:: Data under study

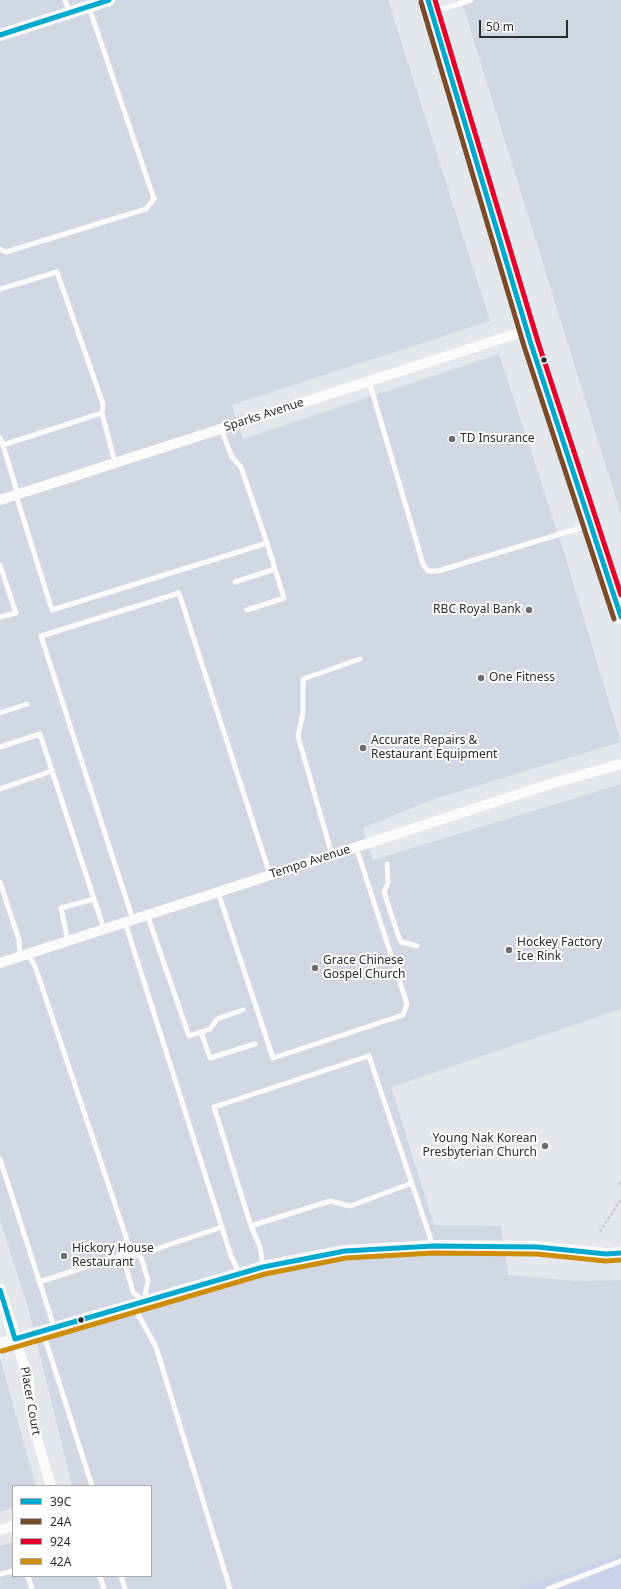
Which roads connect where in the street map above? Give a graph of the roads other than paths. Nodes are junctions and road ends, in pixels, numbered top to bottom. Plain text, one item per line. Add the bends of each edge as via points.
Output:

::::
:: Data under study

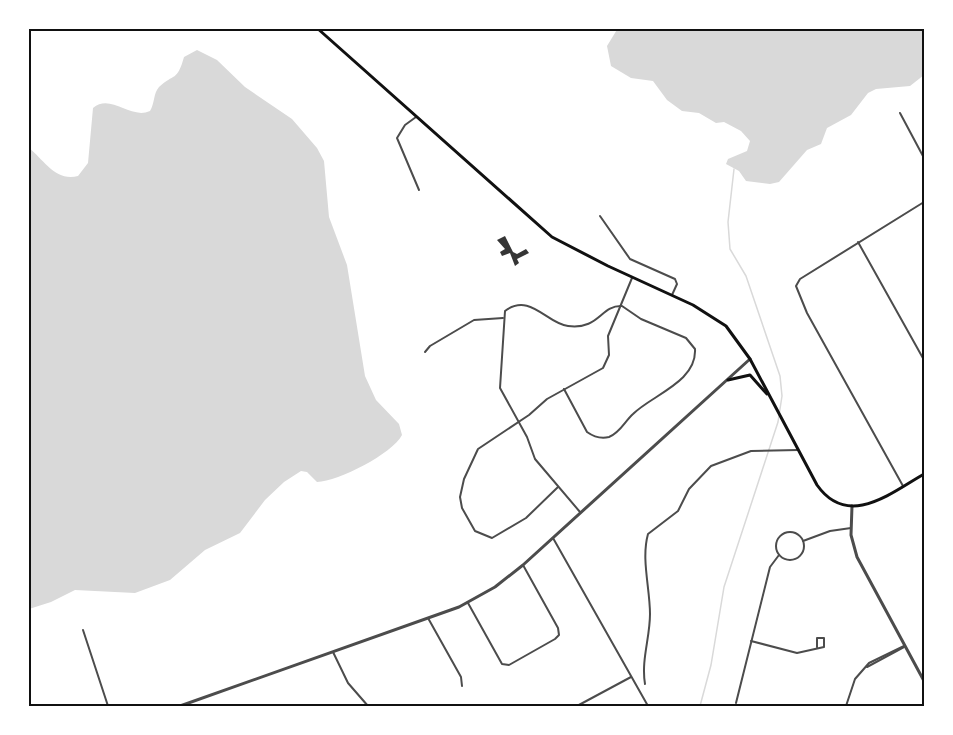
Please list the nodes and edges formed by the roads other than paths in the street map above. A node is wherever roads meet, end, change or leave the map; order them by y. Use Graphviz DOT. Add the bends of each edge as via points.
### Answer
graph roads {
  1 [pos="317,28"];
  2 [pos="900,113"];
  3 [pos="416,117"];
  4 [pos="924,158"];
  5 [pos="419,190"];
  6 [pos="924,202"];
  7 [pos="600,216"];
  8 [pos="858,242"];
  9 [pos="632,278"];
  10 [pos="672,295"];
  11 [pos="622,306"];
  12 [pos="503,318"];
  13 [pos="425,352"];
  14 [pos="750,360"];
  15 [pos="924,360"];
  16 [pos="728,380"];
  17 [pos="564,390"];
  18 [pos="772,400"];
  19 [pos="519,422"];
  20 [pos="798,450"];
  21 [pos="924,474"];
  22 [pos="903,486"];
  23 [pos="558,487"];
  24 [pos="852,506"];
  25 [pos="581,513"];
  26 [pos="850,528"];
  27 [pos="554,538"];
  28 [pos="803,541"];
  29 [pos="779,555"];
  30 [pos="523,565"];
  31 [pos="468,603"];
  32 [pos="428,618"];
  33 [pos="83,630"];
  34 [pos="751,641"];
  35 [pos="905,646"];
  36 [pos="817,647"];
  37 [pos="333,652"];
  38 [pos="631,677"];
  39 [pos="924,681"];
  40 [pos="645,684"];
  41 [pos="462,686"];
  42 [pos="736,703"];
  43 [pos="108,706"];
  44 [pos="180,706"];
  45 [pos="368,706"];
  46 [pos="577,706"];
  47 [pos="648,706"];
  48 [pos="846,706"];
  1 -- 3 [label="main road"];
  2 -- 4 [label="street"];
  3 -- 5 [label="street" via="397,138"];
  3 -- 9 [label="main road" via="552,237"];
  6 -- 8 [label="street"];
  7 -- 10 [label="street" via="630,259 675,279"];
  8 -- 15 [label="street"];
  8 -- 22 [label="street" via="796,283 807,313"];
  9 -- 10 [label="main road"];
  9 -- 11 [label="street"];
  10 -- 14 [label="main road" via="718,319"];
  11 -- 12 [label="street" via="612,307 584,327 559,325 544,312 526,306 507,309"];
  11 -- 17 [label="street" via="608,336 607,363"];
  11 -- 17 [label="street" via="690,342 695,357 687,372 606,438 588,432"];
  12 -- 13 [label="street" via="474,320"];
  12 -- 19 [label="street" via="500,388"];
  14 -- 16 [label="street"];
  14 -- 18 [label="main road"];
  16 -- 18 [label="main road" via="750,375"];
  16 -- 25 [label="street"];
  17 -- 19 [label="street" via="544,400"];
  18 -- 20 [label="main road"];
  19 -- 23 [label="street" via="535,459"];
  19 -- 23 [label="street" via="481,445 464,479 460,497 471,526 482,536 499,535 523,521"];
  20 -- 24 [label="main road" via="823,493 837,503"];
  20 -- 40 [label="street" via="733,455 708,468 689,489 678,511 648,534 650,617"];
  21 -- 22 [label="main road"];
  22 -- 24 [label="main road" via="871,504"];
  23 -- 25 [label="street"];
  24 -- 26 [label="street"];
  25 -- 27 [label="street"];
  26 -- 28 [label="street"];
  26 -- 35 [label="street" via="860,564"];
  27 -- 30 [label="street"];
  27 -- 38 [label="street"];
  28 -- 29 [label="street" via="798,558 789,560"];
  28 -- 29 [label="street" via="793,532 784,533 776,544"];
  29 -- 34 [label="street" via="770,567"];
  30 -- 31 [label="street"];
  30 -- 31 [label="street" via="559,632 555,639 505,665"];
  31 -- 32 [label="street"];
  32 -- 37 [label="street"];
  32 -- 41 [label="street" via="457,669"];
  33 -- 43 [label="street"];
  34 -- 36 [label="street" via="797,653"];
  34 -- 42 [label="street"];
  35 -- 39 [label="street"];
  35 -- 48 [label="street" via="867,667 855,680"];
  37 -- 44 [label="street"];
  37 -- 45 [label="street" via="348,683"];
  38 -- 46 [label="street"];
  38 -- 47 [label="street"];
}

::::

Problem requirements:
List each line of the entries that holds the string "edge".

Task solution:
Which roads connect where in the street map above? Give a graph of the roads other than paths. Nodes are junctions and road ends, in pixels, numbered top to bottom. Plain text, one item per line. Add the bends of each edge as via points.
Please list the nodes and edges formed by the roads other than paths in the street map above. A node is wherever roads meet, end, change or leave the map; order them by y. Use Graphviz DOT. Add the bends of each edge as via points.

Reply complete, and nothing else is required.